それはそうとして、今日はベレンのことを書きたいと思います。ベレンとは何か。私がスペインのクリスマスで一番、もう一番大好きなものです。クリスマス飾りなのですが、ツリーとは一味も二味も違う。ベレンとはベツレヘムのこと、ここスペインでは(もともとはイタリアから来たものらしいですが)、クリスマスの時期になるとベツレヘムの模型を飾るのです。この模型が並じゃない。
クリスマスが近くなったらまたご報告したいと思いますが、今日は今年初めてこれを飾ったお店を見て嬉しくなってしまったので、ちょっとさわりだけ。
まあ基本中の基本は馬小屋とキリスト、マリア、ヨセフですが、これも一人一人買い揃えていきます。その後馬だの牛だの買い、三人の博士を買い、木を買い噴水を買い、街の家を買いローマ人の兵士を買い、商人を買い羊を買い羊飼いを買い、チーズ職人とチーズを買い、布やと布を買い、パン屋とパンを買い、靴屋と靴を買い、お城を買いガラスでできた河を買い、電力で動く本物の水を使った水車を買い・・・・・・と街作りは果てしなく続いていきます。そしてこれがすべてものすごく精巧にできているのです。
基本はまずこれ↓
聖家族が見えるでしょうか。これはベレン屋さん(そういうものがあるのです)で撮ったので、後ろや周りにその他の人たちや動物などがいろいろ売られています。

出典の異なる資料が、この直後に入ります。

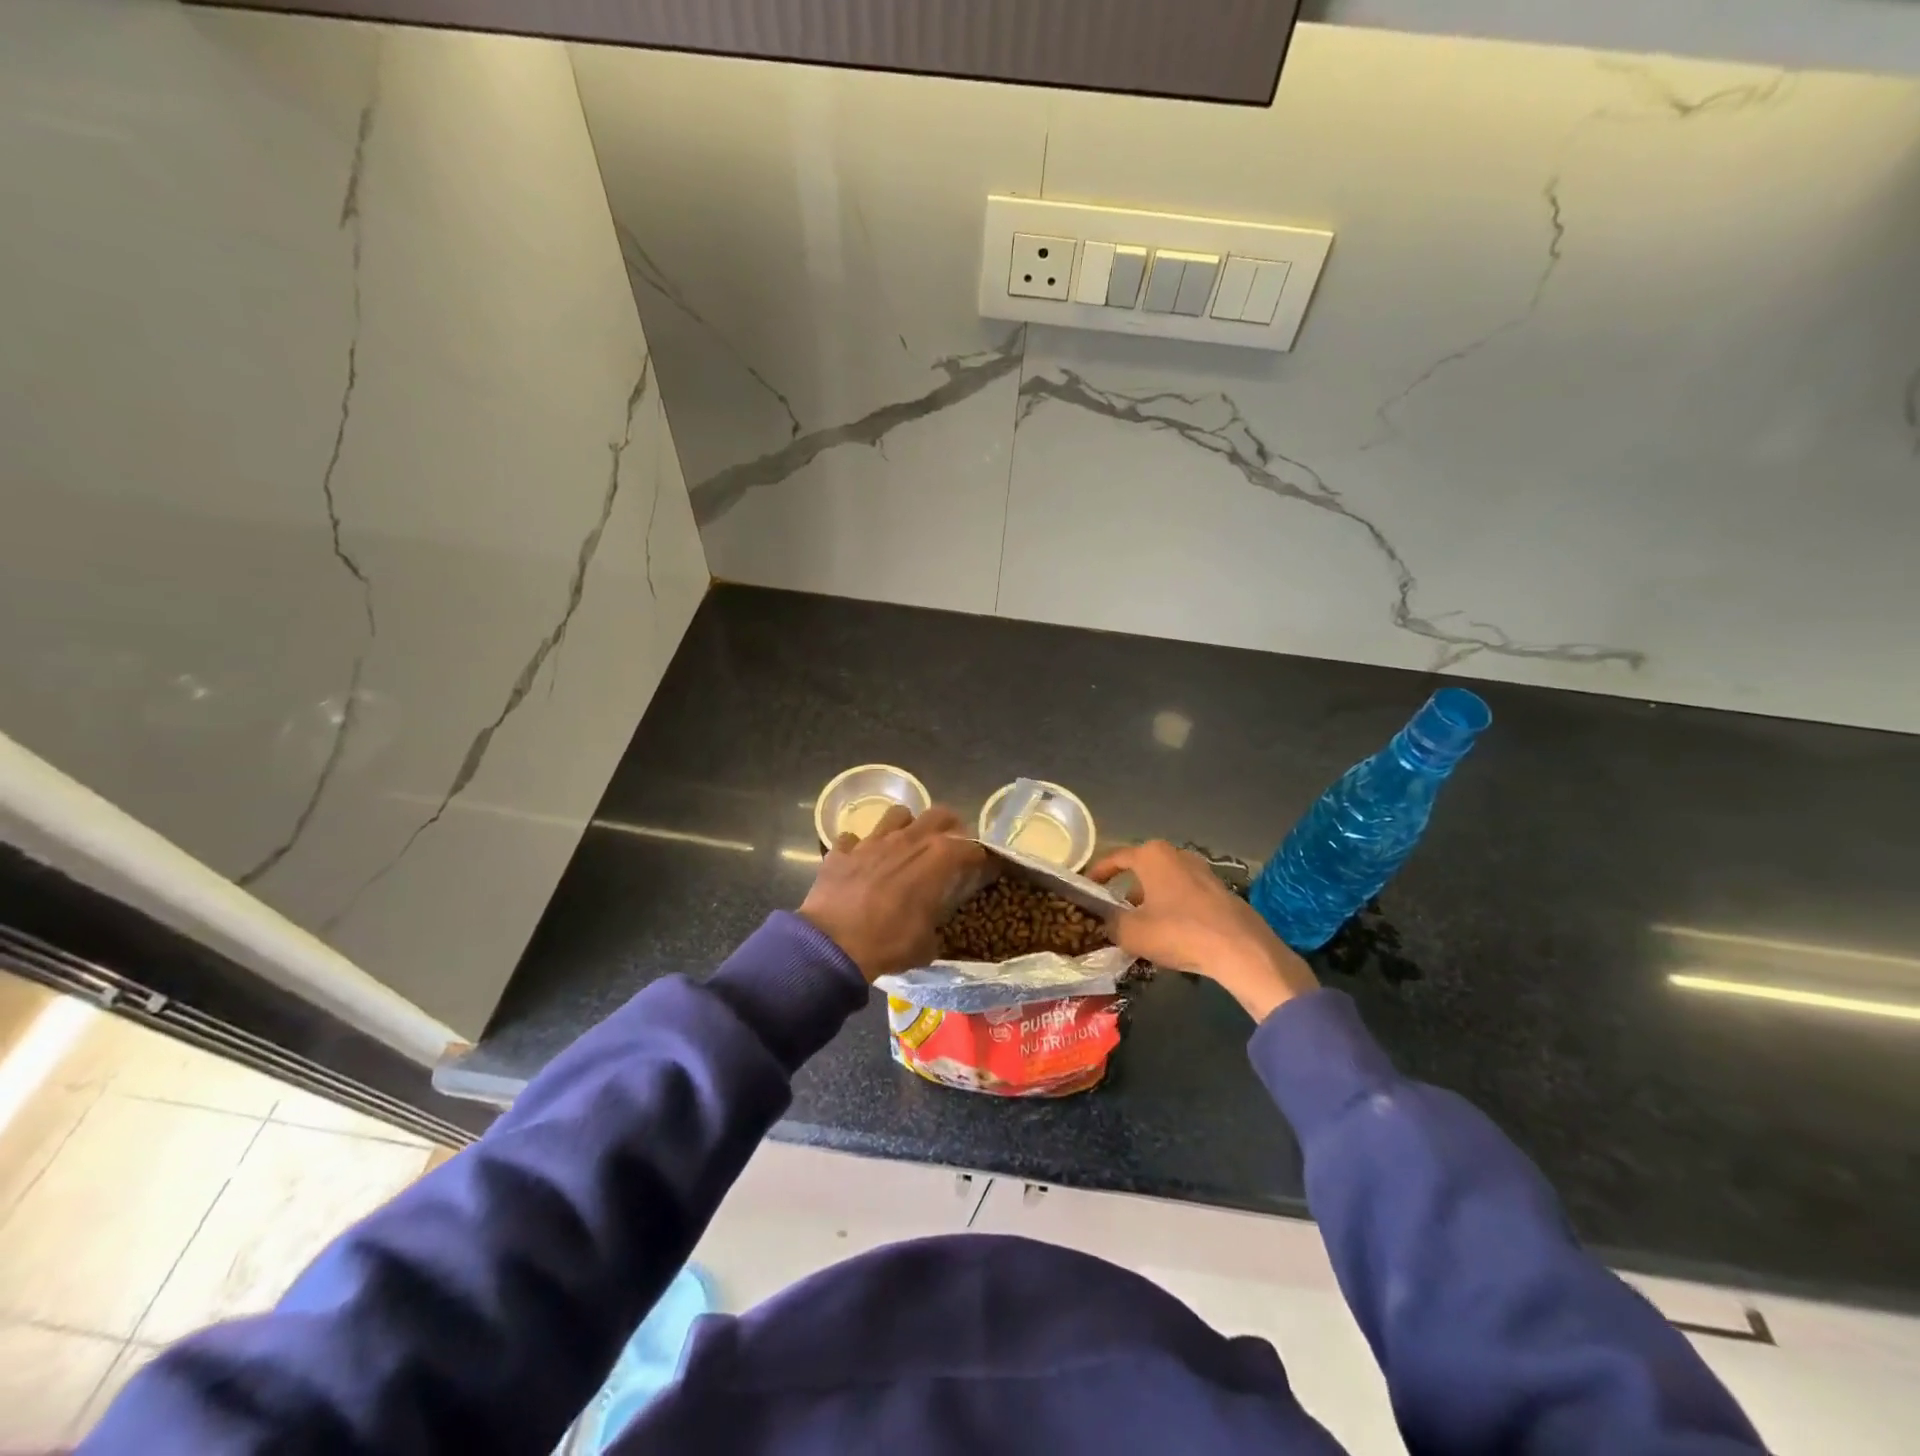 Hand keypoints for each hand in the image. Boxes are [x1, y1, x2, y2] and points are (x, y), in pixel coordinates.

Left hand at [799, 804, 986, 982]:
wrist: (831, 946)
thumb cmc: (886, 943)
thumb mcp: (925, 945)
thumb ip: (934, 926)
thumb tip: (933, 929)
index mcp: (935, 860)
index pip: (968, 847)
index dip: (977, 855)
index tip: (980, 865)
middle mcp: (906, 840)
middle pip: (938, 814)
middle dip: (950, 826)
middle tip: (951, 843)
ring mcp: (871, 841)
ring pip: (897, 814)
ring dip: (906, 826)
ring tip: (906, 844)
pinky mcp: (841, 851)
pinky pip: (853, 839)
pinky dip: (859, 848)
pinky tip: (860, 862)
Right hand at [1089, 840, 1317, 1022]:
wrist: (1239, 949)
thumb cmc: (1178, 932)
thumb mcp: (1131, 932)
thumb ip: (1111, 923)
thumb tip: (1108, 921)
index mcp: (1151, 856)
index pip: (1115, 858)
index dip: (1098, 874)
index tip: (1087, 888)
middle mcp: (1176, 854)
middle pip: (1142, 870)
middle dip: (1126, 891)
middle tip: (1115, 913)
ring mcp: (1202, 870)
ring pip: (1164, 883)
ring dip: (1150, 901)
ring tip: (1142, 928)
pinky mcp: (1219, 890)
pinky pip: (1185, 895)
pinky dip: (1172, 909)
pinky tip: (1171, 934)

街の住人はたくさんいますが、大体職人さんが多いです。この人は一体何を売っているのかちょっとわかりませんが、豆シチューか何かだと思います。
このほか食べ物の模型だけでもやたらと本物っぽい野菜にパン、目玉焼きにソーセージに果物、チーズなどいろいろ作られています。肉屋さんの模型は大体豚を殺していてハムが飾ってあったりします。連れがぼそりと「でもユダヤ人は豚肉は食べないんじゃないの」とつっこんでいましたが。細かいことは気にしない、というかスペインのベツレヘムではやっぱりハモン・イベリコがないと話が始まらないらしい。
もうすぐセビリアの市庁舎前の広場では、毎年恒例のベレン市が開かれます。広場一杯使って、様々な模型を売るのです。小さな小さな食器に動物、食べ物に植物に瀬戸物に家に人間に・・・となんでもあります。これを見ると私はもうその場に根が生えて動けなくなってしまいます。街中に様々なベレンが飾られ、セビリアでは各教会のベレンのリストが作られ配布されます。私のような物好きがそれをいちいち訪ね歩けるようになっているのです。
もっとクリスマスが近付いて、街中にこれが飾られるようになったらまたご報告いたします。あああ楽しみ!!